La sociologie de la traduction est une théorie sociologique et épistémologique qui a été développée à partir des années 1980 par Michel Callon et Bruno Latour de même que d'autres chercheurs du Centre de sociologie de l'innovation de l'École des Mines de Paris. Elle est parfois également nommée « Théorie de la traduction », mais ni l'une ni l'autre désignation ne s'est imposé durablement. C'est sous le nom de Théorie de l'acteur-réseau que le programme de la sociologie de la traduction se poursuit aujourd'hui.

Sommaire

[modifier] Principes

Icône de détail Article détaillé : Théorie de l'acteur-réseau.

À l'origine, Callon et Latour s'intéressent aux conditions de production de la science. Leur position épistémologique est radicale : ils rejettent les positions externalistes, rationalistes, la naturalisation (le réalisme), la sociologisation (le fait scientifique est la résultante des jeux de pouvoir) et la déconstruction (le relativisme naît de l'illusion du locuteur et des jeux de langage). En s'écartant de ces positions, ils veulent en finir avec les cloisonnements et reconsidérer le fait scientifique et humain en fonction de la multiplicité des relations qui le consituent. Cette conception les conduit à rejeter les approches qui séparent l'« humain » du « non-humain », et conséquemment, l'économie (ou la technologie) de la sociologie.

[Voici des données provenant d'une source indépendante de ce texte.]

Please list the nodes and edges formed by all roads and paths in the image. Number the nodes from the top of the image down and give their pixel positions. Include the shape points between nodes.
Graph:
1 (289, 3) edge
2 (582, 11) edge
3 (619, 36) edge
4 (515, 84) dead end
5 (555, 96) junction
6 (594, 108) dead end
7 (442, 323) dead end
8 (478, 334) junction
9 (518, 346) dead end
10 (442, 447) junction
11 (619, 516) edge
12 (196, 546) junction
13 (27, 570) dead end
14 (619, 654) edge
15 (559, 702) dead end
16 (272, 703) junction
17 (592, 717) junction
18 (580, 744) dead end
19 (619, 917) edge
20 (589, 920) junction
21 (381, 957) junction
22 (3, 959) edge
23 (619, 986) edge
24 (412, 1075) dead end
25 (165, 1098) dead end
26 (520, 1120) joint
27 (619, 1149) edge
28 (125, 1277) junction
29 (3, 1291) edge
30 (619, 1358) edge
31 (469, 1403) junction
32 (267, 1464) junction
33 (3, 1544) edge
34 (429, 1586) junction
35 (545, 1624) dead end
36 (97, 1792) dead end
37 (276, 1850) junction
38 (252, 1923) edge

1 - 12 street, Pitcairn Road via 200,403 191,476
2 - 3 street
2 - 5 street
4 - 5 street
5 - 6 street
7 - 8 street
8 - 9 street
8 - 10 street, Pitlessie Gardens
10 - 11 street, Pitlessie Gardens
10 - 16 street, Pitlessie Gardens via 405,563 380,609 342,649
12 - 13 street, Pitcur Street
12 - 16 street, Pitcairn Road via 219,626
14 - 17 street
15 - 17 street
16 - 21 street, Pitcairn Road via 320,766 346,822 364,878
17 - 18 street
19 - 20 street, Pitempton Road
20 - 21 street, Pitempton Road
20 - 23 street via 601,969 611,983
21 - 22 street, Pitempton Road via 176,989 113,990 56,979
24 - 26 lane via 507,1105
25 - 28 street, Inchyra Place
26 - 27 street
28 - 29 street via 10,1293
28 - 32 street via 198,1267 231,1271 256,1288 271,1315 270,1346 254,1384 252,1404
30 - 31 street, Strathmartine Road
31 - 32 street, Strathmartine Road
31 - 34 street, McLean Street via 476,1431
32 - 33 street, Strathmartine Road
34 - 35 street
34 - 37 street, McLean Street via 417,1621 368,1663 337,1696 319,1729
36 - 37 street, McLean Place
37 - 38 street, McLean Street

À partir de ces postulats, Callon et Latour élaborent une théorie de la « fabrication » du fait scientifique qui repose sur quelques notions principales issues d'études menées en sociologie des sciences :

  • Le réseau. Il est défini comme une « méta-organisation » rassemblant des humains et des non-humains lesquels agissent soit comme médiateur ou intermédiaire les uns avec les autres. Cette notion permet de fédérer des catégories comme celles de sphère d'activité, d'institution et d'organisation. Pour reconstituer le réseau à partir des éléments parcellaires qui sont déduits de l'observation, il faut éviter de découper les problèmes qui le concernent en tranche. Au contraire, il s'agit de mettre en relation toutes les entités qui y participent.
  • La traduction. Ce concept repris des travaux de Michel Serres, ne doit pas être compris dans la même perspective que la traduction linguistique. C'est une mise en relation qui implique toujours une transformation, c'est-à-dire d'une opération de traduction. Celle-ci consiste à relier des éléments et des enjeux a priori incommensurables et sans commune mesure. La traduction établit un lien entre des activités hétérogènes et rend le réseau intelligible. Cette reconstitution du réseau passe généralement par l'analyse des controverses qui permet de voir comment les acteurs traduisent leurs positions tout en nous faisant entrer dans les débats qui construisent les faits pour ensuite se stabiliser.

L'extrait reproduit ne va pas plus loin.